_Task description_
Determine how many lines in the entries below contain the word "limit". The reply is that number alone.

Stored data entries
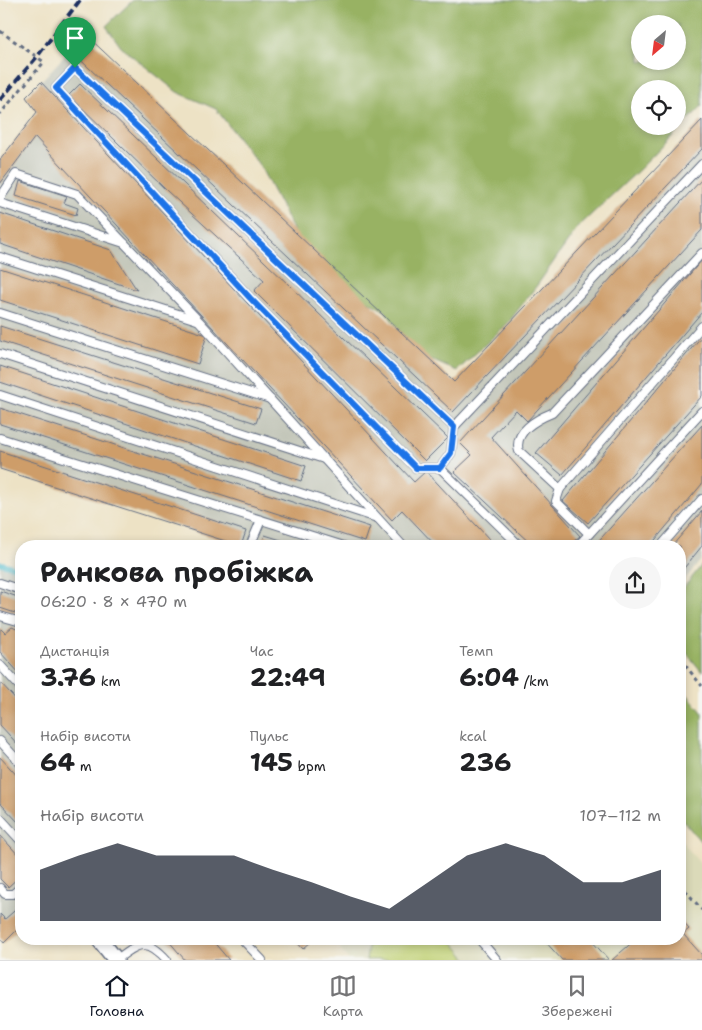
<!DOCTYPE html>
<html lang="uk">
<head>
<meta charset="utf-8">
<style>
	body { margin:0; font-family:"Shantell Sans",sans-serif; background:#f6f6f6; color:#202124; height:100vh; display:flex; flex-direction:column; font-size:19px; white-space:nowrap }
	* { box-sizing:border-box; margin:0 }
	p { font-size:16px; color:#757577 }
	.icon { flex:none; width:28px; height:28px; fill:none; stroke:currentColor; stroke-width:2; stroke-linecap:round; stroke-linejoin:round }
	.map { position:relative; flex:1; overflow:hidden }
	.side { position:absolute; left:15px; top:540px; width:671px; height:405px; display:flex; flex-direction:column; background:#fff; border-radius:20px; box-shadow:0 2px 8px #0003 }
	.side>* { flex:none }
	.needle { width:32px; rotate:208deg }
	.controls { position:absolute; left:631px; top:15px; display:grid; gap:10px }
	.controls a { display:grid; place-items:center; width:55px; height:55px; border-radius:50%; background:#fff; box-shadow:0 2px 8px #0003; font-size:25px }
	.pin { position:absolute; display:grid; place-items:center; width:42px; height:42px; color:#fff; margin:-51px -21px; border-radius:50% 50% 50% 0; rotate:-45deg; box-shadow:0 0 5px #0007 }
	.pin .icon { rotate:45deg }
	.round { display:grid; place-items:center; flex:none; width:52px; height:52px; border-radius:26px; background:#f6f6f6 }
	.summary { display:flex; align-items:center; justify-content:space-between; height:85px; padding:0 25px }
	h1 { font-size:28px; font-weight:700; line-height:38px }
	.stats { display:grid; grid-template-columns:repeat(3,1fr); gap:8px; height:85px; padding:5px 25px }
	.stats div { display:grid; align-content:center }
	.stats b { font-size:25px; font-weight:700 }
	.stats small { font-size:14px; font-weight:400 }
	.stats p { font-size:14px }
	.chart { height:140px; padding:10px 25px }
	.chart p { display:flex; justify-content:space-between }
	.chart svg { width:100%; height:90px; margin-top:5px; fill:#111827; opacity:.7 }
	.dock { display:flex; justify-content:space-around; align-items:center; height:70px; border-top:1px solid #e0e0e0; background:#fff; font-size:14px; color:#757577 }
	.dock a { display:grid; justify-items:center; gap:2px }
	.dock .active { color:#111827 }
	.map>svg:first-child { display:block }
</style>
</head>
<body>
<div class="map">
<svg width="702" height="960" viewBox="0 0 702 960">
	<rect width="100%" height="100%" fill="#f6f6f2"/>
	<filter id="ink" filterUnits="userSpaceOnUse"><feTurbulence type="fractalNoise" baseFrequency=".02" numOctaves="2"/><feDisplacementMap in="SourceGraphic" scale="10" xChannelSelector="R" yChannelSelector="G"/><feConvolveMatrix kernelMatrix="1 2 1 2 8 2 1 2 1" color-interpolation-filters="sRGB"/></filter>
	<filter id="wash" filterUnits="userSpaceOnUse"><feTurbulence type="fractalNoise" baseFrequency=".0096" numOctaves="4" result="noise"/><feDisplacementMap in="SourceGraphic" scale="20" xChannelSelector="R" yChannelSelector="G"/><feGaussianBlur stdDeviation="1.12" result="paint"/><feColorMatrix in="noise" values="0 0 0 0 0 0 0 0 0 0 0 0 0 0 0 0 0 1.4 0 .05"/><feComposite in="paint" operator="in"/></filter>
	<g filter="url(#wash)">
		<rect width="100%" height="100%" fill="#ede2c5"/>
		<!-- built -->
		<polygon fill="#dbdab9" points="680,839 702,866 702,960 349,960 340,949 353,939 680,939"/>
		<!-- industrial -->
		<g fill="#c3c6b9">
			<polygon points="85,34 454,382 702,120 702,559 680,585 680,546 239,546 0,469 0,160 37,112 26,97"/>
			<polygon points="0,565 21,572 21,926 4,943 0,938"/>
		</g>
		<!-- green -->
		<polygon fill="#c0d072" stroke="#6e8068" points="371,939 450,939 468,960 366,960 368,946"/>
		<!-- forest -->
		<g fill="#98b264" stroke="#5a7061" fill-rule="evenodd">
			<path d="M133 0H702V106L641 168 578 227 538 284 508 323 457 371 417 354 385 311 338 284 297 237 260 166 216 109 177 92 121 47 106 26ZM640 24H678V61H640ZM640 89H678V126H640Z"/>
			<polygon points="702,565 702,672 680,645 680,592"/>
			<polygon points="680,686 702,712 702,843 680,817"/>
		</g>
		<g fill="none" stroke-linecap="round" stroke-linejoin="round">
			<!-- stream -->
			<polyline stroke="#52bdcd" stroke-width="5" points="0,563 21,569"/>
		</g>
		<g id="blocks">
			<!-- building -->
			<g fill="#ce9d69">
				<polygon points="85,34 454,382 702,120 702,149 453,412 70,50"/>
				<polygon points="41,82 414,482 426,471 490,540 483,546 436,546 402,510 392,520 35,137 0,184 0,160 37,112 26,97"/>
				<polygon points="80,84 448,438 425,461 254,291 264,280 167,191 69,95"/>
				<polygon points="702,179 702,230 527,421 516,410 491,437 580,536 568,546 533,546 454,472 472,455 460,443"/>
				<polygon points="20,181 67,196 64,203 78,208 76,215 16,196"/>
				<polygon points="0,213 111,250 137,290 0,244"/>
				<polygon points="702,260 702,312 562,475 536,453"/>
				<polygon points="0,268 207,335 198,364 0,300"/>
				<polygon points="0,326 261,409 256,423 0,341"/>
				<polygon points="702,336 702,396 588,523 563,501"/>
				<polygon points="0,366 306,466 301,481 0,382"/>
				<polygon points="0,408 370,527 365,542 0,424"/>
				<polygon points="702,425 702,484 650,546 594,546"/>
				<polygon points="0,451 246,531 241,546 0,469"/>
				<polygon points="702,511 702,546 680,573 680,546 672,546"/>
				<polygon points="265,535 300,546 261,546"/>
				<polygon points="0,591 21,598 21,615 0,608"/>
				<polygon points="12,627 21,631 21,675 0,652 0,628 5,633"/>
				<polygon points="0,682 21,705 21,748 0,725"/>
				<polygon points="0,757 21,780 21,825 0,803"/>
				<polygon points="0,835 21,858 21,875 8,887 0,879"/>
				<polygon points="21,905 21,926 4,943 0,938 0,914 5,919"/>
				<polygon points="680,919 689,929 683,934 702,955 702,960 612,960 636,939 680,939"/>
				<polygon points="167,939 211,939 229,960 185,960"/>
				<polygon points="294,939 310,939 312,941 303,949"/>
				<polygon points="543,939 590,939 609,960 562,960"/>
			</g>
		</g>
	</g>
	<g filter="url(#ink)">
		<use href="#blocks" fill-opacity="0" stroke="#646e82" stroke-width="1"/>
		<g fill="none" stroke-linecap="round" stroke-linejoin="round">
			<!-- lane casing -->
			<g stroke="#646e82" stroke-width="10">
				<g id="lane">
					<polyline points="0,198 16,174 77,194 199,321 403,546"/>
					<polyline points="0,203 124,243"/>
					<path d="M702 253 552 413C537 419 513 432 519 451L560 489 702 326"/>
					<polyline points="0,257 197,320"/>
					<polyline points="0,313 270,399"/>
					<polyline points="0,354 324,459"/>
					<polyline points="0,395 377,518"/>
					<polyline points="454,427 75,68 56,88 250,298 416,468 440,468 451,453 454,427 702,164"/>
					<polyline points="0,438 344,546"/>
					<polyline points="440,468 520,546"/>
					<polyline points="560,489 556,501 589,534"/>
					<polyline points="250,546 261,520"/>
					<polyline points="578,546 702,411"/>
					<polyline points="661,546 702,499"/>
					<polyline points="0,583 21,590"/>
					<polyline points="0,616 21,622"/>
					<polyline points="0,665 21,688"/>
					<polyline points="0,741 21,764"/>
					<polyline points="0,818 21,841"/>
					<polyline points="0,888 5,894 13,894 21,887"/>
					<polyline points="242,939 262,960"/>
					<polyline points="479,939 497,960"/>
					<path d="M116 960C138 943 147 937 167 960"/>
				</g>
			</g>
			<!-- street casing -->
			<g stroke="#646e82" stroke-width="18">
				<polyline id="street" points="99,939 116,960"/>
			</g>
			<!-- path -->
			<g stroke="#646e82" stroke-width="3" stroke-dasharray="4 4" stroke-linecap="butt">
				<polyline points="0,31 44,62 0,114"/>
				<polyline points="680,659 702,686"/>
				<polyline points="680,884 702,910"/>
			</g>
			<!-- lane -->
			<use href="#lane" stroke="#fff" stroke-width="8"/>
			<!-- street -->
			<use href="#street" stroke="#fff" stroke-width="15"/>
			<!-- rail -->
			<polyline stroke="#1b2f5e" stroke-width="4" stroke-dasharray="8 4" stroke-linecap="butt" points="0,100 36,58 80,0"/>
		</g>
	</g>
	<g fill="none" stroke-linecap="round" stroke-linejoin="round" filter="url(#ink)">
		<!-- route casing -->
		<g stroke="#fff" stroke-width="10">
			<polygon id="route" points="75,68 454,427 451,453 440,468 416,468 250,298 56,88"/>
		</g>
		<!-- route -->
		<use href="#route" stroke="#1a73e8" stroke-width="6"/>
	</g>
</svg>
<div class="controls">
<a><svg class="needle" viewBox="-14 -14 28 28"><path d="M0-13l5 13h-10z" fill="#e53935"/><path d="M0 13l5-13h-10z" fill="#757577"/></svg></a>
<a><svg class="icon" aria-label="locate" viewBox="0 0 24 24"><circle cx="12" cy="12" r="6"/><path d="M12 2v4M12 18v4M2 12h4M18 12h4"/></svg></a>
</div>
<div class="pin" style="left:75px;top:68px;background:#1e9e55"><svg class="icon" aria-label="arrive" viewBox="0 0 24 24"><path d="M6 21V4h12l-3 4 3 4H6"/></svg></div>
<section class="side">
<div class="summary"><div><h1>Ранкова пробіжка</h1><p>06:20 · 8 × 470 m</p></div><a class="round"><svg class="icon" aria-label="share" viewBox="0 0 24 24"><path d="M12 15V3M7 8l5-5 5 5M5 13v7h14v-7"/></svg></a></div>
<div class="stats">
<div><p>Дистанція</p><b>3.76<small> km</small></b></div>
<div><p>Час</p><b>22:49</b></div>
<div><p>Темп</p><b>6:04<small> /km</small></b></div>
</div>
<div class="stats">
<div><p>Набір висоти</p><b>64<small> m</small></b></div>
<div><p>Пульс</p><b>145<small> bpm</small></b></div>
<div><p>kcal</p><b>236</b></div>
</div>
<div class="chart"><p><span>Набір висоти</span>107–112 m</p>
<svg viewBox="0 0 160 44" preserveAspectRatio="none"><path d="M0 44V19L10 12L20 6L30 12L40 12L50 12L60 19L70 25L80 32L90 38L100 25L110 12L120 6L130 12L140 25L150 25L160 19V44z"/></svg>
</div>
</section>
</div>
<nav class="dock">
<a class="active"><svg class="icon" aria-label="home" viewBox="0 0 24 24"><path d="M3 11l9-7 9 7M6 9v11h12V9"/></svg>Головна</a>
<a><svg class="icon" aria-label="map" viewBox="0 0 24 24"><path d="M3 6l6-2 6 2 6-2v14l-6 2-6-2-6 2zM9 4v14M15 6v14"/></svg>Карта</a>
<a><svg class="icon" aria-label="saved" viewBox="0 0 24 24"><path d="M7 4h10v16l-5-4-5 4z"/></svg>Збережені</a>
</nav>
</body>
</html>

--

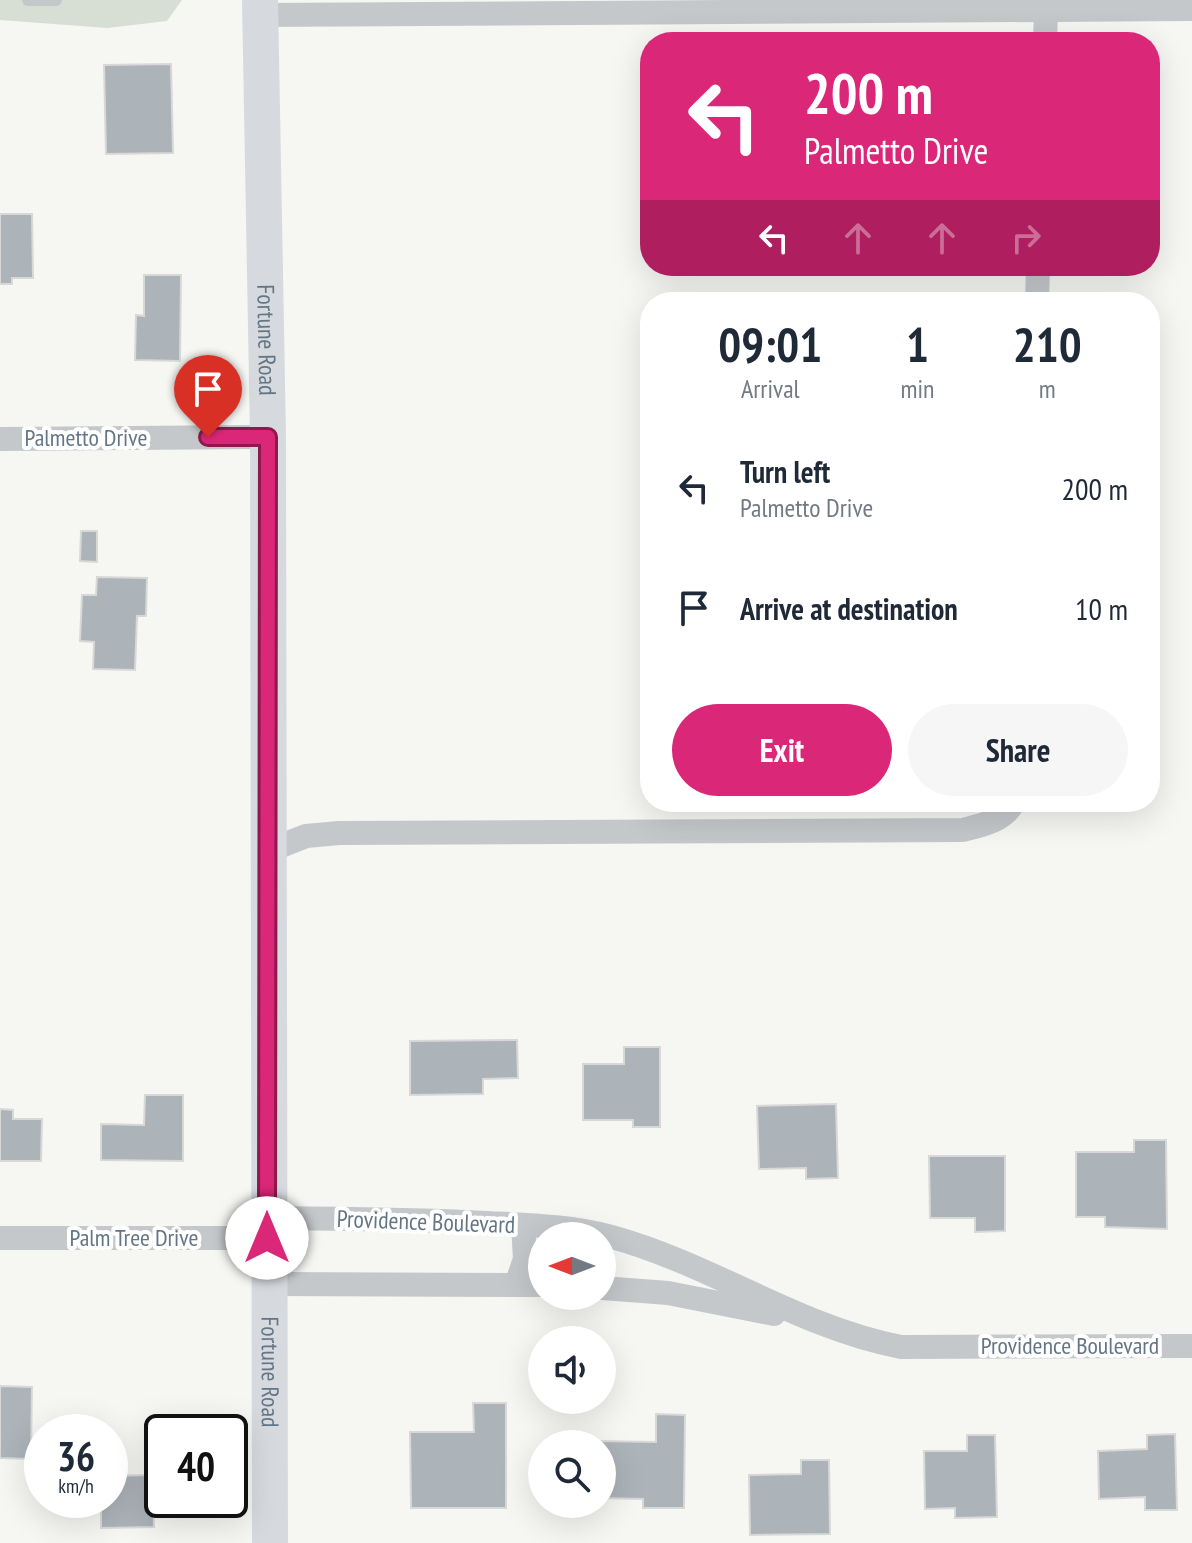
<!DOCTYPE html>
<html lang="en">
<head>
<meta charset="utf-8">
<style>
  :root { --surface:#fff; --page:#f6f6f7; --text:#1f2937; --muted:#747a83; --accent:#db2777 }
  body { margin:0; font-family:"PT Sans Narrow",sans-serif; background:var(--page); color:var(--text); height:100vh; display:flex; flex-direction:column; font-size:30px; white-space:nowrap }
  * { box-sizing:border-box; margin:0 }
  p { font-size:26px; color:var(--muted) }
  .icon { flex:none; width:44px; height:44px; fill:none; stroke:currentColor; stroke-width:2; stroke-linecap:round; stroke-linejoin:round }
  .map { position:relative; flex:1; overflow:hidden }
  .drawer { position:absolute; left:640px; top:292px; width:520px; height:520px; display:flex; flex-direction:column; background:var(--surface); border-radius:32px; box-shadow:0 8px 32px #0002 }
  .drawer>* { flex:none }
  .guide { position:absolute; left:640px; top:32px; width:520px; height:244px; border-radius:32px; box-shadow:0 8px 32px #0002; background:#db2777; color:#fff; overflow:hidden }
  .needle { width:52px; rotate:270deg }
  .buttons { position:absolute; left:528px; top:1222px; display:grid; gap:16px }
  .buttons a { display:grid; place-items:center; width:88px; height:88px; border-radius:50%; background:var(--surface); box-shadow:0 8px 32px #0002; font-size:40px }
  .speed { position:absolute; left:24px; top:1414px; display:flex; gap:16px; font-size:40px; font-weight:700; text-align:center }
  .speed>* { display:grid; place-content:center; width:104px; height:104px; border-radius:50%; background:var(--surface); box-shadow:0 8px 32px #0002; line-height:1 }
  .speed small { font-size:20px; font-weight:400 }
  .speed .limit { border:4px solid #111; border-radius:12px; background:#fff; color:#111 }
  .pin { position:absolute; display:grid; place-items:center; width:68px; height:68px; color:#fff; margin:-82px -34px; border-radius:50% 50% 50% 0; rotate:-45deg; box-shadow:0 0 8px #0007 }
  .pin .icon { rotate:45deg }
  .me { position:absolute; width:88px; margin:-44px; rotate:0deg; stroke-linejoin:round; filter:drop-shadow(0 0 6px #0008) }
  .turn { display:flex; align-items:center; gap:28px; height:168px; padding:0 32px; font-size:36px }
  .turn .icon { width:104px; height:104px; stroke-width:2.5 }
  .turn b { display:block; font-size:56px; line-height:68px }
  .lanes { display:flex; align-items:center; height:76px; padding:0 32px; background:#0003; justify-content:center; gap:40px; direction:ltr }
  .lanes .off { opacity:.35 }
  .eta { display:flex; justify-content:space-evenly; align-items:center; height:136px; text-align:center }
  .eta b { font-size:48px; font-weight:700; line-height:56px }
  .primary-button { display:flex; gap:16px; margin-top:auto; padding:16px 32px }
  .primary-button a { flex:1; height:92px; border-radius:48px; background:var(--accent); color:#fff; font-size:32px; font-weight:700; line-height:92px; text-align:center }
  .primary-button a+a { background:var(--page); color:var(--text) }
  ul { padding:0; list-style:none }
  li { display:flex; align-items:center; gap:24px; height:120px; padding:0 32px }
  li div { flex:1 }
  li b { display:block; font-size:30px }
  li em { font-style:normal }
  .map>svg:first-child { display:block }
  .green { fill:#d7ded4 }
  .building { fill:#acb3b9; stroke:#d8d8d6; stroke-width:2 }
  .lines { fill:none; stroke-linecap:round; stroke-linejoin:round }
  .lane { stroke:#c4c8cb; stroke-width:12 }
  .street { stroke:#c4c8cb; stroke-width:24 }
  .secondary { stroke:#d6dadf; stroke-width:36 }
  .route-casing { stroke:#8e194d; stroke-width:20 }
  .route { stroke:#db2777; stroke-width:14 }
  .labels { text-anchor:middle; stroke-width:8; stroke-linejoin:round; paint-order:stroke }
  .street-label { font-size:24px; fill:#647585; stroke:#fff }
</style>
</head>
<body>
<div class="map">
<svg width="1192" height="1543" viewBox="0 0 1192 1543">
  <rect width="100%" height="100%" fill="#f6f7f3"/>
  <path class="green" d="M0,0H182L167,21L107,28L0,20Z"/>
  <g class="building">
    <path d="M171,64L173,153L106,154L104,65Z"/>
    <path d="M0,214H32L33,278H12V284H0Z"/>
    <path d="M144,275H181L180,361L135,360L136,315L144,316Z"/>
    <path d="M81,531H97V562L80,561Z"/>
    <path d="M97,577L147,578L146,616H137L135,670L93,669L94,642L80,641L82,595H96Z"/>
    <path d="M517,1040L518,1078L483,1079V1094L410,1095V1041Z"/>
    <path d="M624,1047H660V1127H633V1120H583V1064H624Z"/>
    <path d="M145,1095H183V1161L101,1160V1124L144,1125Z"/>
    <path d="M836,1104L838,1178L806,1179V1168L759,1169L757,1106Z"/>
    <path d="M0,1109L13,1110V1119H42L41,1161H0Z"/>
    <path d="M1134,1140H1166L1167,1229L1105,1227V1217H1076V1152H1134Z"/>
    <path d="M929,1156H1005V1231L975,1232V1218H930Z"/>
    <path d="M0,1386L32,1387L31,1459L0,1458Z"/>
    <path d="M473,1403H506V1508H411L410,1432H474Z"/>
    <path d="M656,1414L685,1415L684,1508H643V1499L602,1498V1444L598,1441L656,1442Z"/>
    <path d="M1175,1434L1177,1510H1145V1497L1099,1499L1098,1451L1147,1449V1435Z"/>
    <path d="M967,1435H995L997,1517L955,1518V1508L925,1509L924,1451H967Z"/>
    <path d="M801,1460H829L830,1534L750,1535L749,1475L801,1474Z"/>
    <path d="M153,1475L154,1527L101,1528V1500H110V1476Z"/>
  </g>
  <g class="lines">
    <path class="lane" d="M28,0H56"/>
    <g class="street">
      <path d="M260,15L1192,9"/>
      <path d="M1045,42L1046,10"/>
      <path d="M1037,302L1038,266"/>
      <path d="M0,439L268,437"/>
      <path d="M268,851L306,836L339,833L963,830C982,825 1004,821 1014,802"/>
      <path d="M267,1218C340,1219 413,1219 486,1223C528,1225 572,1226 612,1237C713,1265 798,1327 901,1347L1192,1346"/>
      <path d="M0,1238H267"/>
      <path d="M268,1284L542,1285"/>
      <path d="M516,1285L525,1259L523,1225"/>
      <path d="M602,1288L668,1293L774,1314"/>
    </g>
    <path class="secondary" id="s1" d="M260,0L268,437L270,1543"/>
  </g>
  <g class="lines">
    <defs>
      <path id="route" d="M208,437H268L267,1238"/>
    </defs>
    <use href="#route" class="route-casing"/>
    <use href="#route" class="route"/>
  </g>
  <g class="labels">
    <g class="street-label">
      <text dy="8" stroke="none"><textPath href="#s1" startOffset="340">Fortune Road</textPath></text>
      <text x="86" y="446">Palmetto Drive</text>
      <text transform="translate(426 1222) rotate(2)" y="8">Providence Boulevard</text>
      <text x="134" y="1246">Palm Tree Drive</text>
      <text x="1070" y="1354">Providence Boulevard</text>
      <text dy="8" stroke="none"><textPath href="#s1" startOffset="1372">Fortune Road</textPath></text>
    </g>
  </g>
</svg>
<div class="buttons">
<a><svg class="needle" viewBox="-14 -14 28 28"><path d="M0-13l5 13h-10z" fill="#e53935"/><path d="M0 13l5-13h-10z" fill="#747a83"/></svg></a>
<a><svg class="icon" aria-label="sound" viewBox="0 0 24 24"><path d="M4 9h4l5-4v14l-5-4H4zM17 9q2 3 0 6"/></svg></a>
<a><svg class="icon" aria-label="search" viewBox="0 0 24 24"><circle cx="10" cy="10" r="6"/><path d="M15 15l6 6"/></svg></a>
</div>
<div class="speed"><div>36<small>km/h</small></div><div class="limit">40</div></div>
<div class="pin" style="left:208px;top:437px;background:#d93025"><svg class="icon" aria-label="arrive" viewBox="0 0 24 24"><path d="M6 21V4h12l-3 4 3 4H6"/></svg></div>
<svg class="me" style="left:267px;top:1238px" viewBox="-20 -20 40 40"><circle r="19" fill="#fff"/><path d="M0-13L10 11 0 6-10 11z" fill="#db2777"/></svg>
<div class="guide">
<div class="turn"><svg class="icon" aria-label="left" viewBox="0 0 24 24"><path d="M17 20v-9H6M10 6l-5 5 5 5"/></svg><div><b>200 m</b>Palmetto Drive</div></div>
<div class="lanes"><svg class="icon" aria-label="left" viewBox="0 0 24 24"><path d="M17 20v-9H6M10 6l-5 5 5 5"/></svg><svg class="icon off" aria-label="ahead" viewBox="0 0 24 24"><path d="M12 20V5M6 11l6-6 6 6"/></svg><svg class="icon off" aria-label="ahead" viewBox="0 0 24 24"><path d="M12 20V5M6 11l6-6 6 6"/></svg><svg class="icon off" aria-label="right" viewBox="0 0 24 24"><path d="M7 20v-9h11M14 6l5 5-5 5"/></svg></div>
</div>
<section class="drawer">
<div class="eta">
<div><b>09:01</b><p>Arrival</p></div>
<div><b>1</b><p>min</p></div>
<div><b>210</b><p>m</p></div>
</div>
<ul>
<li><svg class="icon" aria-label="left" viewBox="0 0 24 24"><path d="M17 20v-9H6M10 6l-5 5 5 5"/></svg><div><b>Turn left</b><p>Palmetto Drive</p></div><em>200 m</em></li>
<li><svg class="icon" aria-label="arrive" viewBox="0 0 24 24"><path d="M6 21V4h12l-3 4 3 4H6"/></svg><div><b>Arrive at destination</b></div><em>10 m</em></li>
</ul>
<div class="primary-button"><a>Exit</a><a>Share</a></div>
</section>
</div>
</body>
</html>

_Result of the exercise_
2